Alguém está constantemente dando linha e puxando as cordinhas dos bonecos-cidadãos, só falta se saber claramente quem faz isso... o porquê é fácil deduzir.

Aldo Luiz disse...

Há uma escancarada conspiração. Não é nova. Velhíssima, vem de muito antes do golpe de 1964 o recurso do "big stik" para não perder o controle sobre os senzalados. Graças a esta bendita internet a percepção da trama conspiratória é que é a novidade que os dominadores escravistas não suportam aceitar.

Os fatos belicosos são a colheita do fruto do mal que eles plantam e replantam há muitos 50 anos e culminou na ditadura de 1964. A deseducação e estupidificação das massas forjou este estado de desconstrução do afeto e da solidariedade impondo a competição fratricida pela sobrevivência do sistema escravista.

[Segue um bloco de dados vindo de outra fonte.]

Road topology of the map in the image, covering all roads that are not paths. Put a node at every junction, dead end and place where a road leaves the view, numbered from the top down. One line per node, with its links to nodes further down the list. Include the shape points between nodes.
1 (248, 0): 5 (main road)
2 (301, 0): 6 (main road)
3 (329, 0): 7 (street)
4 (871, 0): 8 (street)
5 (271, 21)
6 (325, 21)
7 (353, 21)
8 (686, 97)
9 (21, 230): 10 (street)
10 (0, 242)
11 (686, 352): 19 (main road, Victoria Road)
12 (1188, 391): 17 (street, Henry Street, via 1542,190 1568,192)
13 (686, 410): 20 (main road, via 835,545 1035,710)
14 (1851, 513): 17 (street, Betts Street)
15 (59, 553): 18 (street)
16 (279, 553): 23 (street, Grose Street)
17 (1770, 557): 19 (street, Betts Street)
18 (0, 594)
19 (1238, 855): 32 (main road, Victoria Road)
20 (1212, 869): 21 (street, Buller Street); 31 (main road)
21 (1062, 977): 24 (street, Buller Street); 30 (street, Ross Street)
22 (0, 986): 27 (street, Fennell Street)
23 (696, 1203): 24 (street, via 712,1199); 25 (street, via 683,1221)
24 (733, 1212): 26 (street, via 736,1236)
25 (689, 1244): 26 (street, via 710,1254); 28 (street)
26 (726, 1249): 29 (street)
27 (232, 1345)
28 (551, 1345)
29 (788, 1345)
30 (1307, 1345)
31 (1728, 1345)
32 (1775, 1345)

Tudo muito bem arquitetado e encoberto pela midiocracia da casa grande. "Low talk and a big stick!" ou problema / reação / solução. O Estado belicoso policialesco é o pano de fundo da falência desta "democracia" de faz de conta em que coonestamos com o nosso voto à verdadeira face, sempre escondida, da velhíssima nova ordem mundial. Religiosa e ecravagista, impõe com sua midiocracia, lobo em pele de cordeiro, e abençoada pelas inumanas exterminadoras forças do mal.
A desconconstrução dos humanos corações e mentes na estupidificação permanente das crianças e dos jovens é sempre seu alvo primordial. (...)
Sinto muito, me perdoe, te amo, sou grato.

Rosane Peon disse...

"A questão é mais ampla...Temos que combater a corrupção institucional"
Somos reféns,marionetes.A violencia não é só urbana é moral.
A criminalidade não será contida se o Estado e a
sociedade brasileira ficarem inerte.
Um passo foi dado,são necessários muitos outros.
Espero que o nosso País e em especial o Rio de Janeiro que tanto amamos restabeleça a ordem e a PAZ.
Sinto muito,me perdoa,te amo sou grata

Aldo Luiz disse...

Cara Rosane e amigos, permitam-me. Do meu ponto de vista a questão é bem mais simples. Desligue a TV DENTRO DE VOCÊ e "a casa deles" cai, pois não há nada lá fora.
A "casa grande", com seus INTOCÁVEIS banqueiros, ganha sempre, MILENARMENTE, de ambas as partes, da própria casa grande e das suas abjetas senzalas. Estão acima da lei, de qualquer uma lei que não lhes favoreça. Tudo muito bem arquitetado POR ELES e encoberto pela midiocracia de sua propriedade.
Muitos, certamente a grande maioria, continua resistindo bravamente ainda que, em grande parte sem saber (AINDA) exatamente o que se lhes acontece e prefira se anestesiar de todas as formas possíveis; isso, por ressonancia, pereniza A FORÇA QUE ELES NÃO TEM.
A casa grande e a senzala, nós é que as sustentamos 100% com nossa pouca fé ao não pedirmos nossa permanente limpeza sem expectativas DE TUDO O QUE NOS AFASTA DE NOSSA DESDE SEMPRE INFINITA DIVINA PERFEIÇÃO. NÃO HÁ O QUE COMBATER LÁ FORA. Não é muito fácil de entender, mas... É simples assim. Sinto muito, me perdoe, te amo, sou grato.